# Data to process
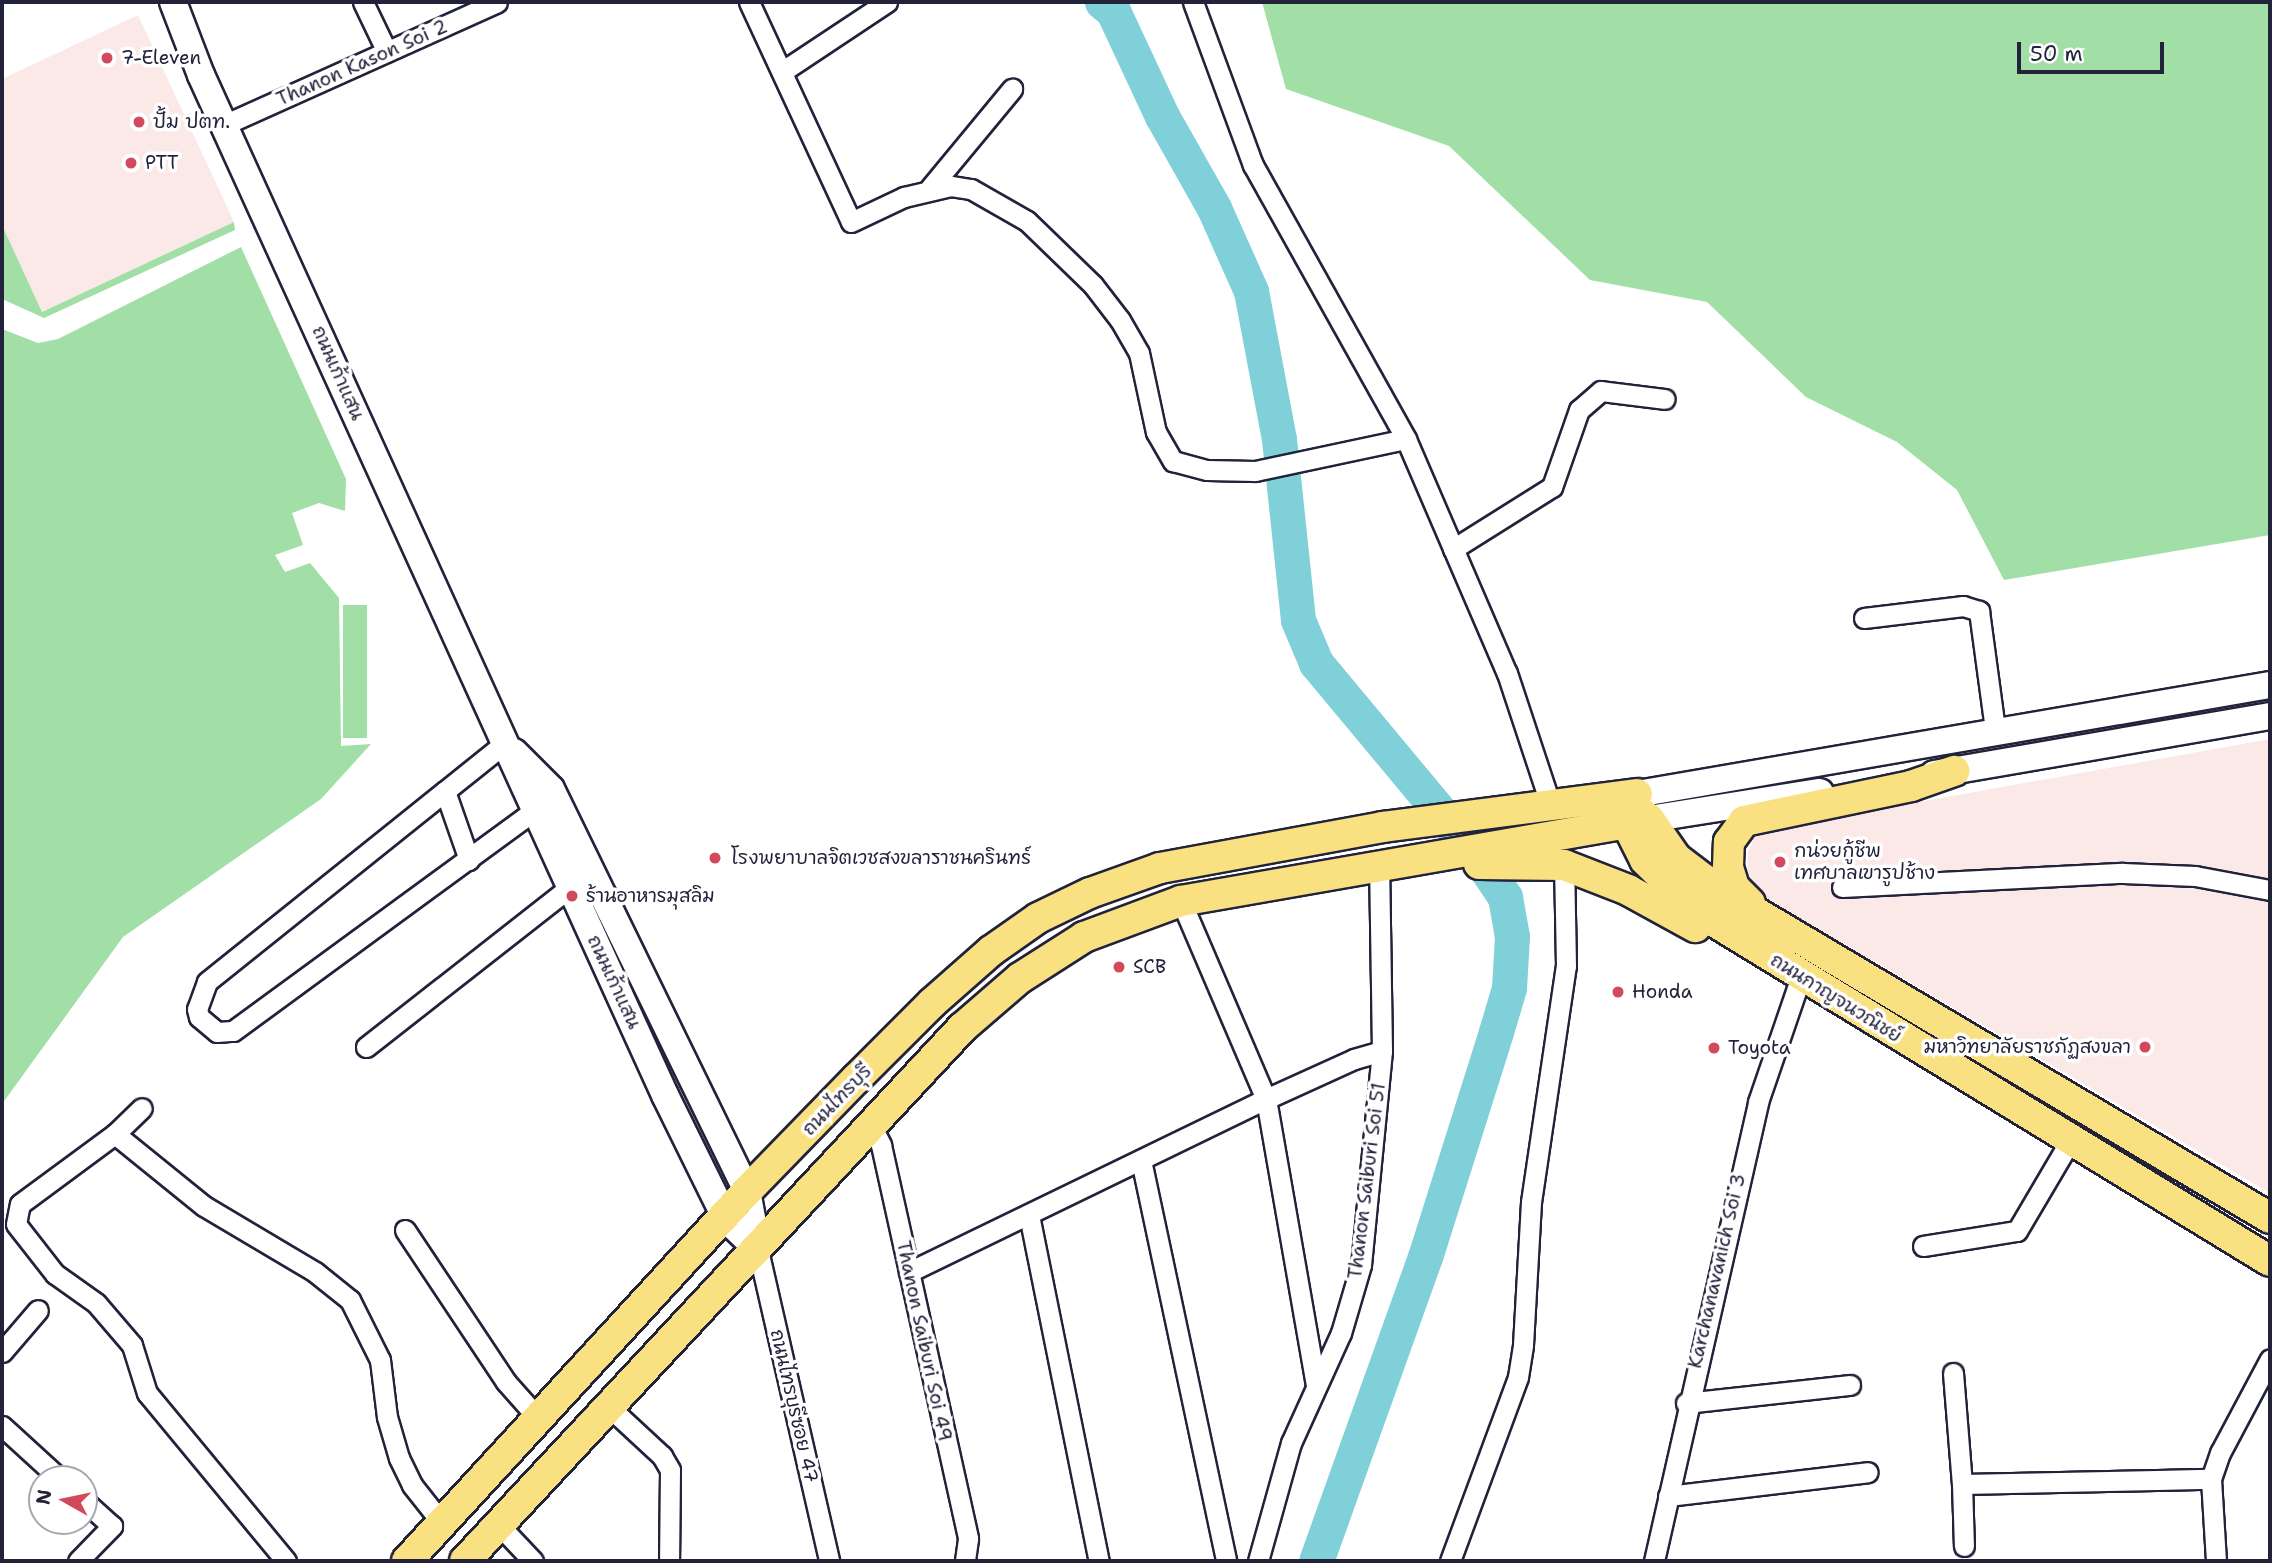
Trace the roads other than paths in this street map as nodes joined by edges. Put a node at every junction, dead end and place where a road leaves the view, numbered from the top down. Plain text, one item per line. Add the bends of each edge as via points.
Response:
1 (173, 2) edge
2 (363, 2) edge
3 (498, 2) edge
4 (749, 2) edge
5 (887, 2) edge
6 (1193, 2) edge
7 (387, 51) junction
8 (783, 71) junction
9 (1012, 89) dead end
10 (226, 124) junction
11 (930, 188) junction
12 (1665, 399) dead end
13 (1406, 439) junction
14 (1453, 549) junction
15 (1864, 618) dead end
16 (2270, 685) edge
17 (2270, 716) edge
18 (1995, 730) junction
19 (505, 743) junction
20 (1954, 771) junction
21 (445, 791) junction
22 (1540, 807) junction
23 (1635, 810) junction
24 (534, 811) junction
25 (1520, 851) junction
26 (469, 860) junction
27 (1564, 865) junction
28 (1384, 867) junction
29 (570, 887) junction
30 (1842, 887) dead end
31 (2270, 890) edge
32 (1181, 901) junction
33 (1777, 924) junction
34 (1798, 985) junction
35 (1871, 1021) junction
36 (366, 1047) dead end
37 (1382, 1051) junction
38 (1266, 1099) junction
39 (142, 1108) dead end
40 (870, 1123) junction
41 (116, 1134) junction
42 (2070, 1141) junction
43 (1141, 1160) junction
44 (747, 1191) junction
45 (1029, 1215) junction
46 (2270, 1218) edge
47 (726, 1219) junction
48 (405, 1230) dead end
49 (1923, 1246) dead end
50 (758, 1250) junction
51 (2270, 1261) edge
52 (909, 1272) junction
53 (38, 1310) dead end
54 (2, 1352) edge
55 (2270, 1359) edge
56 (1953, 1373) dead end
57 (1850, 1385) dead end
58 (1316, 1386) junction
59 (1686, 1403) junction
60 (608, 1406) junction
61 (539, 1419) junction
62 (2, 1426) edge
63 (45, 1465) edge
64 (1868, 1472) dead end
65 (2211, 1479) junction
66 (1962, 1484) junction
67 (1668, 1496) junction
68 (98, 1513) edge
69 (442, 1523) junction
70 (498, 1524) junction
71 (1964, 1546) dead end
72 (78, 1561) edge
73 (286, 1561) edge
74 (407, 1561) edge
75 (465, 1561) edge
76 (533, 1561) edge
77 (669, 1561) edge
78 (829, 1561) edge
79 (965, 1561) edge
80 (1099, 1561) edge
81 (1226, 1561) edge
82 (1258, 1561) edge
83 (1450, 1561) edge
84 (1654, 1561) edge
85 (2216, 1561) edge

1 - 10 main road, ถนนเก้าแสน
2 - 7 street
3 - 7 street, Thanon Kason Soi 2
4 - 8 street
5 - 8 street
6 - 13 street via 1253,165
7 - 10 street, Thanon Kason Soi 2
8 - 11 street via 851,222
9 - 11 street
10 - 19 main road, ถนนเก้าแสน
11 - 13 street via 971,189 989,198 1027,222 1094,285 1139,353 1156,432 1173,461 1207,470 1255,471
12 - 14 street via 1601,391 1579,411 1552,487
13 - 14 street
14 - 22 street via 1507,673
15 - 18 street via 1963,606 1979,611
16 - 18 main road
17 - 20 main road
18 - 23 main road
19 - 21 street
19 - 24 main road, ถนนเก้าแสน
19 - 44 main road, ถนนเก้าแสน via 551,789
20 - 23 main road
20 - 33 main road via 1911,786 1744,821 1729,842 1730,877 1745,898
21 - 26 street
21 - 26 street via 207,982 197,1009 199,1017 217,1032 233,1031
22 - 23 main road, ถนนไทรบุรี via 1589,802
22 - 44 main road, ถนนไทรบุรี via 1384,827 1160,869 1090,893 1038,918 932,1003
23 - 25 main road, ถนนไทรบุรี
23 - 33 main road, ถนนกาญจนวณิชย์ via 1676,858 1718,890
23 - 35 main road, ถนนกาญจนวณิชย์ via 1645,860 1697,911
24 - 26 street
24 - 29 main road, ถนนเก้าแสน
25 - 27 main road
25 - 28 main road, ถนนไทรบุรี
27 - 34 main road via 1628,890
27 - 83 street via 1566,967 1539,1127 1518,1377
28 - 32 main road, ถนนไทรบุรี
28 - 37 street, Thanon Saiburi Soi 51
29 - 36 street
29 - 47 main road, ถนนเก้าแสน
30 - 31 street via 2123,873 2195,876
32 - 38 street
32 - 40 main road, ถนนไทรบุรี via 1084,937 1020,978 962,1028
33 - 46 main road, ถนนกาญจนวณิชย์
34 - 35 main road
34 - 59 street, Karchanavanich Soi 3 via 1758,1102
35 - 42 main road, ถนนกาญจนวณิชย์
37 - 38 street
37 - 58 street, Thanon Saiburi Soi 51 via 1361,1265 1341,1333
38 - 43 street
38 - 58 street
39 - 41 street
40 - 50 main road, ถนนไทรบุรี
40 - 52 street, Thanon Saiburi Soi 49 via 881,1145
41 - 69 street via 204,1206 315,1272 350,1300 380,1360 387,1417 399,1458 412,1485
41 - 73 street via 20,1204 16,1224 55,1274 96,1303 132,1345 147,1393
42 - 49 street via 2017,1231
42 - 51 main road, ถนนกาญจนวณิชย์
43 - 45 street
43 - 81 street
44 - 47 main road, ถนนไทรบุรี
44 - 50 main road, ถนนเก้าแสน
45 - 52 street
45 - 80 street
47 - 50 main road
47 - 61 main road, ถนนไทรบุรี
48 - 61 street via 506,1382
50 - 60 main road, ถนนไทรบุรี
50 - 78 street, ถนนไทรบุรีซอย 47
52 - 79 street, Thanon Saiburi Soi 49 via 968,1539
53 - 54 street
55 - 65 street
56 - 66 street
57 - 59 street
58 - 82 street, Thanon Saiburi Soi 51 via 1291,1443
59 - 67 street, Karchanavanich Soi 3
60 - 70 main road, ถนนไทรบุรี
60 - 77 street via 662,1456 670,1470
61 - 69 main road, ถนนไทรบุรี
62 - 63 street
64 - 67 street
65 - 66 street
65 - 85 street
66 - 71 street
67 - 84 street, Karchanavanich Soi 3
68 - 72 street via 112,1526
69 - 74 main road, ถนนไทรบุรี
70 - 75 main road, ถนนไทรบุรี
70 - 76 street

# Activity
Filter the entries down to the lines that include the string "ถนนเก".

# Solution
1 - 10 main road, ถนนเก้าแสน
10 - 19 main road, ถนนเก้าแสน
19 - 24 main road, ถนนเก้าแสน
19 - 44 main road, ถนนเก้าแสน via 551,789
24 - 29 main road, ถนนเก้าแสน
29 - 47 main road, ถนนเก้าแสน
44 - 50 main road, ถนนเก้าแสน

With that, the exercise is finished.